Exercise input

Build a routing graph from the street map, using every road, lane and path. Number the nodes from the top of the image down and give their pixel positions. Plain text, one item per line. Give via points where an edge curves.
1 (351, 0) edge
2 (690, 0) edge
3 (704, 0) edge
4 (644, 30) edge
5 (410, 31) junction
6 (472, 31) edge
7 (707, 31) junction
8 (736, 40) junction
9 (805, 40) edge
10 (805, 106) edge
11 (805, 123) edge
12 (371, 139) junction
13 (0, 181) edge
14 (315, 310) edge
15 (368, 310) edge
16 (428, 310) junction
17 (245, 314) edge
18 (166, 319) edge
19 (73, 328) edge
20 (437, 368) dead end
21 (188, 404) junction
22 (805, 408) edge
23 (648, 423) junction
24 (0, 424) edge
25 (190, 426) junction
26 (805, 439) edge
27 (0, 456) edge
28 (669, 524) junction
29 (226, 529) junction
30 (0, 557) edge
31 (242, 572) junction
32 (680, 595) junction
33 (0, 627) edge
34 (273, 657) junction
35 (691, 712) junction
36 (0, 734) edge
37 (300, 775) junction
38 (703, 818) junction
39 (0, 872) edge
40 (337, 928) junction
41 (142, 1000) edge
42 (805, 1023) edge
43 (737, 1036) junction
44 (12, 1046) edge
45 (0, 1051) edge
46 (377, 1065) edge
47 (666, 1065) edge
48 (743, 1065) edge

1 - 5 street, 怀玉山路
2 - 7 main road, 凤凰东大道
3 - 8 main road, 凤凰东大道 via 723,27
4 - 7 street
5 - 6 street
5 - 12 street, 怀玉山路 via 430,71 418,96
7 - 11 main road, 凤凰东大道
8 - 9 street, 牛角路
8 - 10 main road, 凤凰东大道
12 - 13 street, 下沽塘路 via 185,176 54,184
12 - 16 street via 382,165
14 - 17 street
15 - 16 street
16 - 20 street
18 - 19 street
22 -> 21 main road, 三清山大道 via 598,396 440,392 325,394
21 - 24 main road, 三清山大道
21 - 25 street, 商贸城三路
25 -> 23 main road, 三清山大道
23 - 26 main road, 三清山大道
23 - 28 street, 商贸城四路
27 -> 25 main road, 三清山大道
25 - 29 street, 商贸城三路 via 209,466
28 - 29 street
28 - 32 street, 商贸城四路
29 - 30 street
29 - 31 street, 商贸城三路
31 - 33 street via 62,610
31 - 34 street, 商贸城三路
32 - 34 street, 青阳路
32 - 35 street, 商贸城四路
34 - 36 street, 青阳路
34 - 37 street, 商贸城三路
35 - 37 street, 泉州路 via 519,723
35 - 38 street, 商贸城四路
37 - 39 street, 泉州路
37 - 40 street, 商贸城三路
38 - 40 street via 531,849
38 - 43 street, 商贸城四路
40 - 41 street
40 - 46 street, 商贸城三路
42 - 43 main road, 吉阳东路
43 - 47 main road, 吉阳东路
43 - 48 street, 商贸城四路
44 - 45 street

Instructions for the task
The data above should be copied exactly, with no line omitted.

Exercise response
Build a routing graph from the street map, using every road, lane and path. Number the nodes from the top of the image down and give their pixel positions. Plain text, one item per line. Give via points where an edge curves.
1 (351, 0) edge
2 (690, 0) edge
3 (704, 0) edge
4 (644, 30) edge
5 (410, 31) junction
6 (472, 31) edge
7 (707, 31) junction
8 (736, 40) junction
9 (805, 40) edge
10 (805, 106) edge
11 (805, 123) edge
12 (371, 139) junction
13 (0, 181) edge
14 (315, 310) edge
15 (368, 310) edge
16 (428, 310) junction
17 (245, 314) edge
18 (166, 319) edge
19 (73, 328) edge
20 (437, 368) dead end
21 (188, 404) junction
22 (805, 408) edge
23 (648, 423) junction
24 (0, 424) edge
25 (190, 426) junction
26 (805, 439) edge
27 (0, 456) edge
28 (669, 524) junction
29 (226, 529) junction
30 (0, 557) edge
31 (242, 572) junction
32 (680, 595) junction
33 (0, 627) edge
34 (273, 657) junction
35 (691, 712) junction
36 (0, 734) edge
37 (300, 775) junction
38 (703, 818) junction
39 (0, 872) edge
40 (337, 928) junction
41 (142, 1000) edge
42 (805, 1023) edge
43 (737, 1036) junction
44 (12, 1046) edge
45 (0, 1051) edge
46 (377, 1065) edge
47 (666, 1065) edge
48 (743, 1065) edge

1 - 5 street, 怀玉山路
2 - 7 main road, 凤凰东大道
3 - 8 main road, 凤凰东大道 via 723,27
4 - 7 street
5 - 6 street
5 - 12 street, 怀玉山路 via 430,71 418,96
7 - 11 main road, 凤凰东大道
8 - 9 street, 牛角路
8 - 10 main road, 凤凰东大道
12 - 13 street, 下沽塘路 via 185,176 54,184
12 - 16 street via 382,165
14 - 17 street
15 - 16 street
16 - 20 street
18 - 19 street
22 -> 21 main road, 三清山大道 via 598,396 440,392 325,394
21 - 24 main road, 三清山大道
21 - 25 street, 商贸城三路
25 -> 23 main road, 三清山大道
23 - 26 main road, 三清山大道
23 - 28 street, 商贸城四路
27 -> 25 main road, 三清山大道
25 - 29 street, 商贸城三路 via 209,466
28 - 29 street
28 - 32 street, 商贸城四路
29 - 30 street
29 - 31 street, 商贸城三路
31 - 33 street via 62,610
31 - 34 street, 商贸城三路
32 - 34 street, 青阳路
32 - 35 street, 商贸城四路
34 - 36 street, 青阳路
34 - 37 street, 商贸城三路
35 - 37 street, 泉州路 via 519,723
35 - 38 street, 商贸城四路
37 - 39 street, 泉州路
37 - 40 street, 商贸城三路
38 - 40 street via 531,849
38 - 43 street, 商贸城四路
40 - 41 street
40 - 46 street, 商贸城三路
42 - 43 main road, 吉阳东路
43 - 47 main road, 吉阳东路
43 - 48 street, 商贸城四路
44 - 45 street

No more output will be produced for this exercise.